First, I decorated the office. Then, I could work. I hung the usual wall hanging where I can see it, colors that soothe me, soft textures that remind me of home. I began the uncertain task of organizing. I can't begin to explain why it doesn't work for me. Well, I'll try. You know the whole thing about short term memory. Well, I don't know if it was all the drugs and staying awake from 1976 until 1987, but somewhere along the line, I lost whatever thing it is that enables filing. For instance, one day I'll file an employee accident report under A for accident. The next day, I look under R for report, then E for employee, then the mindfuck of it all is that everything is a report and its all about employees and then I think screw it, I'll file everything by the first letter of the first word unless its "The" and then I won't have to remember one word, but then I forget I decided that and it all starts over. Then, I make one giant E file and try to put everything about Employees under THAT tab, and then I realize there are too many employee-related things, that, in fact, all things are about employees, and I'm screwed again and have only an E file and no others, and then what to I do with the bazillion color-coded file folder with contrasting plastic tabs??? WHAT???? Then I try to go by topic, but once you start splitting hairs, there is no end to that shit and there's not enough tabs in the world to sort it out and there is only one piece of paper in each four-dollar folder. And the old learning kicks in and the memory of some driven bitch in a red suit and cropped hair is standing in front of a too hot/too cold/too big conference room in the basement of the Windmill Inn with burgundy tablecloths folded into fans and pitchers of ice water and she says: if you only have one piece of paper, you don't need to file it. Oh, great. Its like making an outline: if you have a A you have to have a B. Well I never do. I always end up with A I a i .... you get the drift. So, I don't know how in the hell I'm going to organize this office. What I ended up doing the last job was hiring someone who hadn't spent the better part of the seventies and eighties in a coma. And the sixties. Let's, at the very least, be honest.

Honestly.

Well, Sid is growing like a little weed. He tears the shit out of anything red. He loves to play. He can sit and is learning to lay down. Sort of. He's pretty manic right now. More fun than I've had in years.
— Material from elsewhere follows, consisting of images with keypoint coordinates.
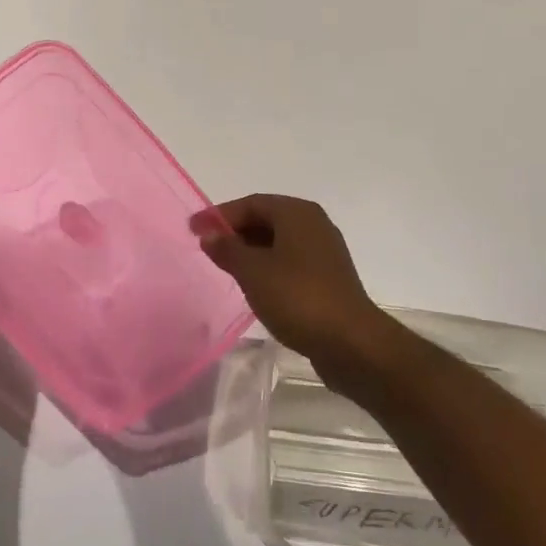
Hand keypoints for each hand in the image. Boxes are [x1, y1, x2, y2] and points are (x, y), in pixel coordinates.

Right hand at [191, 194, 389, 370]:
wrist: (351, 342)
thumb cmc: (298, 298)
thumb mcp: (253, 272)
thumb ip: (228, 249)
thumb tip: (209, 234)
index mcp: (297, 213)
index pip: (251, 203)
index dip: (219, 215)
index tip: (193, 229)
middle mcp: (314, 224)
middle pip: (266, 219)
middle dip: (235, 231)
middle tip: (207, 247)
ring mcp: (324, 251)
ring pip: (278, 241)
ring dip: (251, 250)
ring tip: (226, 267)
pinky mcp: (329, 277)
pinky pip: (290, 261)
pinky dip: (268, 266)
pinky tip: (255, 285)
We take him to the dog park and he just gets rolled by the big dogs. He runs up to me, hides in my shadow, then takes off again. He helps me understand love. He comes into the room and finds me, first with his eyes, then launches himself through the air in my general direction. Once we've made contact, he can do anything. Once he knows I am here, or there, as the case may be, he can run with the big dogs or lay in his favorite spot next to the heater and be away from me. But first, he has to know he is loved. I helps me see who my son is, and why it took him so long to go away from me. But he has. Finally. He is a good man, and all the better for the love he can be certain of. He knows who he is. He runs with the big dogs. I miss him so much.